Security News

Cyber Criminals Choosing APIs as Choice of Target to Attack Financial Institutions

Akamai Technologies has published the Akamai  2020 State of Internet / Security: Hostile Takeover Attempts report which revealed that from May 2019 till this day there is a shift in mode of attack  from cyber criminals who started attacking APIs. In this report, the application programming interfaces, or APIs, that criminal targeted with credential stuffing attacks using REST and SOAP to access resources. This includes account summary pages with personal information, account records, and balances, as well as other tools or services within the platform. This was done in an effort to bypass all security controls.

From December 2017 through November 2019, Akamai observed 85,422,079,109 credential abuse attacks across our customer base. Nearly 20%, or 16,557,875,875, were against hostnames that were clearly identified as API endpoints. The  number of malicious logins against financial services almost tripled from 2018 to 2019.

Of these, 473,518,955 attacked organizations in the financial services industry. Some organizations use less obvious paths and names for their APIs, but for our purposes, there were clearly identifiable endpoints we deemed sufficient.
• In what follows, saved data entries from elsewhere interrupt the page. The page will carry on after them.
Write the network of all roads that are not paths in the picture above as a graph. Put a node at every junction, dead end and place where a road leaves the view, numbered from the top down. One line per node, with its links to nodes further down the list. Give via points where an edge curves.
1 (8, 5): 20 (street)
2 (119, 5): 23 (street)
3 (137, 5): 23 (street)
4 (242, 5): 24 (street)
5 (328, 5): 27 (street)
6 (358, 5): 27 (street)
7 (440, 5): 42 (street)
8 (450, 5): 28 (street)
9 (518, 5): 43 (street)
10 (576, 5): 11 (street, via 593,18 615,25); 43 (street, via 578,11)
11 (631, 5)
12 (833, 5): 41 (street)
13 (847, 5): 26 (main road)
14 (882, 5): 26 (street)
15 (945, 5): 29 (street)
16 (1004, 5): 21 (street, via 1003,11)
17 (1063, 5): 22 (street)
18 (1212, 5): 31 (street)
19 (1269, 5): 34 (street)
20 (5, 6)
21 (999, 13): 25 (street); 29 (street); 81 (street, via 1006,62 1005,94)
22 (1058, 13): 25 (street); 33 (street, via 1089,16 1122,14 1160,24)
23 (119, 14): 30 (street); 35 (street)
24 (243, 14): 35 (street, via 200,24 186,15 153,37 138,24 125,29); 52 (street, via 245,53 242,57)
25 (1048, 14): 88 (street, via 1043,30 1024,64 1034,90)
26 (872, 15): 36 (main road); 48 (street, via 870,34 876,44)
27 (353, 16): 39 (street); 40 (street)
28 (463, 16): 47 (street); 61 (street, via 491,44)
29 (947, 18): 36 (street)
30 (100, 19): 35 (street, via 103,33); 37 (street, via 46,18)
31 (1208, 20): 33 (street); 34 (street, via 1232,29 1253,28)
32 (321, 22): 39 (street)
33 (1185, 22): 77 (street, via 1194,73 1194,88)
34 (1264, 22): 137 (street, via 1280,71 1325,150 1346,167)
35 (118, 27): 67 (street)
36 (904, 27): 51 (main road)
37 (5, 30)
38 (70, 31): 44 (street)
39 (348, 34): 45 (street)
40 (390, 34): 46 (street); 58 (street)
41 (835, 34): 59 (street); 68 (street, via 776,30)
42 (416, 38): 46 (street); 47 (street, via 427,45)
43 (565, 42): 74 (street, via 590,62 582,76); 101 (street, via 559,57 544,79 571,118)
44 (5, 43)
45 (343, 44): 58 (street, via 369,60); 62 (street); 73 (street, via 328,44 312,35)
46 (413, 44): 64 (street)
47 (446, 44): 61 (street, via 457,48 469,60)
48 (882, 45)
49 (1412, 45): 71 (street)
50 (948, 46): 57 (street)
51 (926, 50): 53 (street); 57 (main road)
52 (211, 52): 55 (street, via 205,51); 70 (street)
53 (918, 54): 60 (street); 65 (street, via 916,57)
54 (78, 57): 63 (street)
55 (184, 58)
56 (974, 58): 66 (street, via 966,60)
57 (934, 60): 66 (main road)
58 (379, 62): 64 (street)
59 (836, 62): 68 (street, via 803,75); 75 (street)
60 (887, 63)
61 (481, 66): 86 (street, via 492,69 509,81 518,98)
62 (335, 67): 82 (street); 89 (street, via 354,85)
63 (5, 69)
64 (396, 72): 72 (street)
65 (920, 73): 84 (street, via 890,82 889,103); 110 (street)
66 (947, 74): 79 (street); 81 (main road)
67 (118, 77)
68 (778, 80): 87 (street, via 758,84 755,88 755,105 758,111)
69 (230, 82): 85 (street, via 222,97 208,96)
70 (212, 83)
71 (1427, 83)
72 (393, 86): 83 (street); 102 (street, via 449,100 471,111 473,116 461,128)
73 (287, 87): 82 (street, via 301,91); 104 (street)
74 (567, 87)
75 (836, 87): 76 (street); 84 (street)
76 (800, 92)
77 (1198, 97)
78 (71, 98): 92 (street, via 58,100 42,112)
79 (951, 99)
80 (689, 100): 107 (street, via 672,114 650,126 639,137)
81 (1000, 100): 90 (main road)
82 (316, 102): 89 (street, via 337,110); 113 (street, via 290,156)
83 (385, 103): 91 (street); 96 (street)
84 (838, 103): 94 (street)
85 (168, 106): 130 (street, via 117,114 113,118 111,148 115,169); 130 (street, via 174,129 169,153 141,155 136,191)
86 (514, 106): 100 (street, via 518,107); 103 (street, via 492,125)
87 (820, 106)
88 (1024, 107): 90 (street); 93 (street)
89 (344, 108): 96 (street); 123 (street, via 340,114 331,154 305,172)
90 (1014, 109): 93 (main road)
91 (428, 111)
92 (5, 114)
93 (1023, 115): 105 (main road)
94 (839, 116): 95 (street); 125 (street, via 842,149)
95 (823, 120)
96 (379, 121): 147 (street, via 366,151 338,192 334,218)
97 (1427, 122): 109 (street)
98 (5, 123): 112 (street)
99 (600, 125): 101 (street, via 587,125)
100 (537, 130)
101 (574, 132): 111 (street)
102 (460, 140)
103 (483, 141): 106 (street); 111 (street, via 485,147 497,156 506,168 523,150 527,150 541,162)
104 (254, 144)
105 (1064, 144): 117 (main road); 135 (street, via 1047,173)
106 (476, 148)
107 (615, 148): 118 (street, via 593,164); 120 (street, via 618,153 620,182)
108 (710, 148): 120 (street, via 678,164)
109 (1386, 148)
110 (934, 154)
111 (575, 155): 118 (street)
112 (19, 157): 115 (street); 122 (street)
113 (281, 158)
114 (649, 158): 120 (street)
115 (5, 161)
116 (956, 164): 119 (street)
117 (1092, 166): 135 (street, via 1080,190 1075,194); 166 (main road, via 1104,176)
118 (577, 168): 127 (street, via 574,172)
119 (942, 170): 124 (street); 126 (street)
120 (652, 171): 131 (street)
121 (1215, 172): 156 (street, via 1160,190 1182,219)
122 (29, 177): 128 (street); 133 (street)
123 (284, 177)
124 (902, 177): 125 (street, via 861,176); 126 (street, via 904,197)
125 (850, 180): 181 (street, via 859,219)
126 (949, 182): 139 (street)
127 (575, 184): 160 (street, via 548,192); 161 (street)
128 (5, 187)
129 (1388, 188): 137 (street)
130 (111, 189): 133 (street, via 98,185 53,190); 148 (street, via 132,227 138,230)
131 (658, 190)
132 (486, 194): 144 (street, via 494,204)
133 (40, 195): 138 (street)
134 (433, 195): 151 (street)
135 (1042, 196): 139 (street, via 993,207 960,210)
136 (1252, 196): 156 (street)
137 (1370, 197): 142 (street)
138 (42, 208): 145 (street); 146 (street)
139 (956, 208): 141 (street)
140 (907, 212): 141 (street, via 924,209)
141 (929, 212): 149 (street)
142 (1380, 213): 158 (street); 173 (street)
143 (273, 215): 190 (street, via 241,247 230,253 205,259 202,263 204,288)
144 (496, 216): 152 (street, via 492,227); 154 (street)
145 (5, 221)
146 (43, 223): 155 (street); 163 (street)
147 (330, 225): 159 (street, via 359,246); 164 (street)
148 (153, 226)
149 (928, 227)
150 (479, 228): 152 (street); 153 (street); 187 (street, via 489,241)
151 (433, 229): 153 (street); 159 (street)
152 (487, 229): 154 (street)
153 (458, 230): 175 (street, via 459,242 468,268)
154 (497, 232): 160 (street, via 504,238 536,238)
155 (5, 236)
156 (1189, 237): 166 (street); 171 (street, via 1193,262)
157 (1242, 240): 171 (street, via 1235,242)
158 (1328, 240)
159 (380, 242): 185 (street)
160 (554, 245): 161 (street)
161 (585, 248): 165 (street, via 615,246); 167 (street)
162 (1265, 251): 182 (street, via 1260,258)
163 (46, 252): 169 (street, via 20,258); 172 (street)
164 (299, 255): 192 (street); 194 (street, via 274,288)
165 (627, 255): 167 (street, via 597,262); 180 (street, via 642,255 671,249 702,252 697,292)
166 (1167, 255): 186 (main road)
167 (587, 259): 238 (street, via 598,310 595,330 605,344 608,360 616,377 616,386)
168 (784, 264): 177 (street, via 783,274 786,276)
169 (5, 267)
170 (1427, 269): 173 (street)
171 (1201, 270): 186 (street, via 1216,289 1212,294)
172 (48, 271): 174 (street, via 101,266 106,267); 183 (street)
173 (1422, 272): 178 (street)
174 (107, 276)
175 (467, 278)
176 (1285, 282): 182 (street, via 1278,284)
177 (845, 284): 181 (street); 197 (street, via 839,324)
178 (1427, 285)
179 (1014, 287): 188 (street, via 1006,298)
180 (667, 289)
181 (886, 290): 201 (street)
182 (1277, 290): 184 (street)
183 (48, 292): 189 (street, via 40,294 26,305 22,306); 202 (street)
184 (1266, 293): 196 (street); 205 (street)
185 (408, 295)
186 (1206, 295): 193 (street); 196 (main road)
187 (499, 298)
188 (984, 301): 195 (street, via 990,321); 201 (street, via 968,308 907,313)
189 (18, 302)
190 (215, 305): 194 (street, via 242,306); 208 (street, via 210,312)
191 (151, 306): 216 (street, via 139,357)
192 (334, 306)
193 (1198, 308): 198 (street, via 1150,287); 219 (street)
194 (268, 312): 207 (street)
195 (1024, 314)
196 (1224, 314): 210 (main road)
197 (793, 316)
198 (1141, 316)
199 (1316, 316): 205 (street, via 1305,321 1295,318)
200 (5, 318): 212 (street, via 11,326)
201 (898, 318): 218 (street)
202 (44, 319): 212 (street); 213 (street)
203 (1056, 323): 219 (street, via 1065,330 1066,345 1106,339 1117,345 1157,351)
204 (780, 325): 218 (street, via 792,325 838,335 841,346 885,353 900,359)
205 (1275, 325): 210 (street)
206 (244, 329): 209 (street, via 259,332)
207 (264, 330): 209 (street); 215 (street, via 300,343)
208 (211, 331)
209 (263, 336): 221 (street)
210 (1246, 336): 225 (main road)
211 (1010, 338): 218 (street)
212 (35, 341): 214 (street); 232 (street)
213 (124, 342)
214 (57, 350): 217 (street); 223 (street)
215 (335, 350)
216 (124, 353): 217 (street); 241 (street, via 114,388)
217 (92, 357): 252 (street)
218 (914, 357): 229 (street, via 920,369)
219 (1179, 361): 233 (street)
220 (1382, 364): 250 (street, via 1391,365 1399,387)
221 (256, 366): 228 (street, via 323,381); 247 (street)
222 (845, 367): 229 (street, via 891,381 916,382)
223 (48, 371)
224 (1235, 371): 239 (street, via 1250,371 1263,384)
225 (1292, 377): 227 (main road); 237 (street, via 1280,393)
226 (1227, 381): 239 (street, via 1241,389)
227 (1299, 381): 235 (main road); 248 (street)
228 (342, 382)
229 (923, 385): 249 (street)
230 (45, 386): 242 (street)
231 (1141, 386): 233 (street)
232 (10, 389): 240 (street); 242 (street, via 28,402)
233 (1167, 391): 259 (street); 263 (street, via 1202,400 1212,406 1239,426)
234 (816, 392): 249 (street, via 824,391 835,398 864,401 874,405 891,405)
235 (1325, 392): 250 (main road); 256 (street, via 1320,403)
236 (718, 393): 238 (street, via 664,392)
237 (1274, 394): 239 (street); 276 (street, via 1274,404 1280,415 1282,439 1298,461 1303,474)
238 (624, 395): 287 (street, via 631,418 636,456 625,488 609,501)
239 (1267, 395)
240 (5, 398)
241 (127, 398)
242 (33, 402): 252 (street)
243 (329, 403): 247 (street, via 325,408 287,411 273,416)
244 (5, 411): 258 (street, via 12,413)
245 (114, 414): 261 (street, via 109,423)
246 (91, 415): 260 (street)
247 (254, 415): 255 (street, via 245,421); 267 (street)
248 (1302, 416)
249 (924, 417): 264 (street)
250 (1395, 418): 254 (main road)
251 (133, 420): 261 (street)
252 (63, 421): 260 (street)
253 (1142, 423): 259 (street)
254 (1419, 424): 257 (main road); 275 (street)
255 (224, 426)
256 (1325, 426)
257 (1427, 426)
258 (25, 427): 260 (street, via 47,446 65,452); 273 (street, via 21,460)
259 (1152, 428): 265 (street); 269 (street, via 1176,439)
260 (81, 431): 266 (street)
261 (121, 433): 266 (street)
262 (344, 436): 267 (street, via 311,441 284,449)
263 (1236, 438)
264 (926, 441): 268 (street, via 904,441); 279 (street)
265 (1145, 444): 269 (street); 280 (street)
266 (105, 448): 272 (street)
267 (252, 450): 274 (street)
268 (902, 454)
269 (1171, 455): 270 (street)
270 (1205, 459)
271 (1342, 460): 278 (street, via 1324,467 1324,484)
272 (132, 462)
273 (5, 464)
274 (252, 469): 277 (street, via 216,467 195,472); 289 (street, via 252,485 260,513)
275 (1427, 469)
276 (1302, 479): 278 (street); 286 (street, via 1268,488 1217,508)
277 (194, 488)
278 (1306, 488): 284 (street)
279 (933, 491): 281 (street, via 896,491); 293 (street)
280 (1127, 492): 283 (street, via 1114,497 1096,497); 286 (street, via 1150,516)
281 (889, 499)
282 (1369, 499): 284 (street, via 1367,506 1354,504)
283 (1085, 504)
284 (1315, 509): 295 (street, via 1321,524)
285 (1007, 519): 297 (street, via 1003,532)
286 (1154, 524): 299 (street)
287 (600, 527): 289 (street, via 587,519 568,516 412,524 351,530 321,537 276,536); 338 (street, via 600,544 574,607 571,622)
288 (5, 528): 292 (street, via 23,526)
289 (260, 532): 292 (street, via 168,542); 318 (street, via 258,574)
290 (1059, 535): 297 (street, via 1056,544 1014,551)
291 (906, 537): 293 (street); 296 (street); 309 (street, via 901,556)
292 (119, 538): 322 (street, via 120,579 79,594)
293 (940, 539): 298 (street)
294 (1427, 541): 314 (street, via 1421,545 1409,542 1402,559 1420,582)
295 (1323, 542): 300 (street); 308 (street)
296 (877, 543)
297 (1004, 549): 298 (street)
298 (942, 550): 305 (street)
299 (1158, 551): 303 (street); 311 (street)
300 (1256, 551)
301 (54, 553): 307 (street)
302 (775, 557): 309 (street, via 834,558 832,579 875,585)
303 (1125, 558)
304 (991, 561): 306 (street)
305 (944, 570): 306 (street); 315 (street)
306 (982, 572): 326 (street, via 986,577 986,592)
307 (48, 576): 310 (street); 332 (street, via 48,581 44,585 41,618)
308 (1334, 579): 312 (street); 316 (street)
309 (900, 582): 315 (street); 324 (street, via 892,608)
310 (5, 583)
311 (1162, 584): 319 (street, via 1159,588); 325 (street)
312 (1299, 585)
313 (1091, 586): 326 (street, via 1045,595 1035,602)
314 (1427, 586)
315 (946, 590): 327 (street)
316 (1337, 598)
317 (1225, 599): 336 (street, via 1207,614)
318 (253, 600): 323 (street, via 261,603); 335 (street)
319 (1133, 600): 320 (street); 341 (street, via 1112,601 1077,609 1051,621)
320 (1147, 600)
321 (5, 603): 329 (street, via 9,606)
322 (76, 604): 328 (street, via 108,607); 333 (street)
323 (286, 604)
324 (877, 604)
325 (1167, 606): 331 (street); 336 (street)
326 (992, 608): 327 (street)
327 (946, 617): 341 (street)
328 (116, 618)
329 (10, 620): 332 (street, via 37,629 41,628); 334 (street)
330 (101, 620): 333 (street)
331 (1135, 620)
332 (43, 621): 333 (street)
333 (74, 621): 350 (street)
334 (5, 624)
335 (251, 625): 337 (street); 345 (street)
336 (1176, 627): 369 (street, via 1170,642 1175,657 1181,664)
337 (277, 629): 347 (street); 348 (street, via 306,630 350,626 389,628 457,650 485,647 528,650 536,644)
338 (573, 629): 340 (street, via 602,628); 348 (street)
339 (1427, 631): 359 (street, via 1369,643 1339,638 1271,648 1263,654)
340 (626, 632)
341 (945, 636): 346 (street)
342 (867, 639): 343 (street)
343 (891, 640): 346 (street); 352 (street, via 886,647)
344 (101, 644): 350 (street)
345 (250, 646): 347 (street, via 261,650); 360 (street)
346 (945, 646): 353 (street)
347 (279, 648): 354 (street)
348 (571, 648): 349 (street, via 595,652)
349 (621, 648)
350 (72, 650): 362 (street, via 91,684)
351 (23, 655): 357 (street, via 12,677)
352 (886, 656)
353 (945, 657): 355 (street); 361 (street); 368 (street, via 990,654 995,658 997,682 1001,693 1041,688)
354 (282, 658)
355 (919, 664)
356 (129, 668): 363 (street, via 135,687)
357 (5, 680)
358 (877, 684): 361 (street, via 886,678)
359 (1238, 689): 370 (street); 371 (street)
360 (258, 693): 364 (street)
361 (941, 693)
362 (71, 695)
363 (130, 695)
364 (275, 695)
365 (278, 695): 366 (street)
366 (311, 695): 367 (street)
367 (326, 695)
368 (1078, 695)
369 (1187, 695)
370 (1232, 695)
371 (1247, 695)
Figure 1 shows daily malicious logins, with the obvious API endpoints highlighted. The top graph shows all verticals, while the bottom graph is focused solely on financial services. The rate of malicious logins against APIs in the financial services sector increased significantly starting in May of 2019.

Reason of Increase in API attacks

  • The cause of this growth can likely be attributed to the flood of credential lists on the criminal market, and the fact that data from the financial services industry is worth a considerable amount to criminals.
  • Shifting mainly in credential abuse to API pages, signaling significant targeting of those API logins.
  • API usage and widespread adoption have enabled criminals to automate their attacks. This is why the volume of credential stuffing incidents has continued to grow year over year, and why such attacks remain a steady and constant risk across all market segments.
  • Criminals leverage APIs to validate their lists and confirm that a username actually exists on a service. Depending on how the application or platform was developed, the error responses can be used to sort and validate lists, which enables a higher degree of targeting.
  • Criminals take advantage of the lack of limitation and process tens of thousands of credentials in minutes. For APIs that are throttled, criminals use threading; taking a low and slow approach to achieve their goals says the report.

“Criminals targeting the financial services industry pay close attention to  the defences used by these organizations , and adjust their attack patterns accordingly,”  said Akamai security researcher and principal author of the state of the Internet/ Security report Steve Ragan.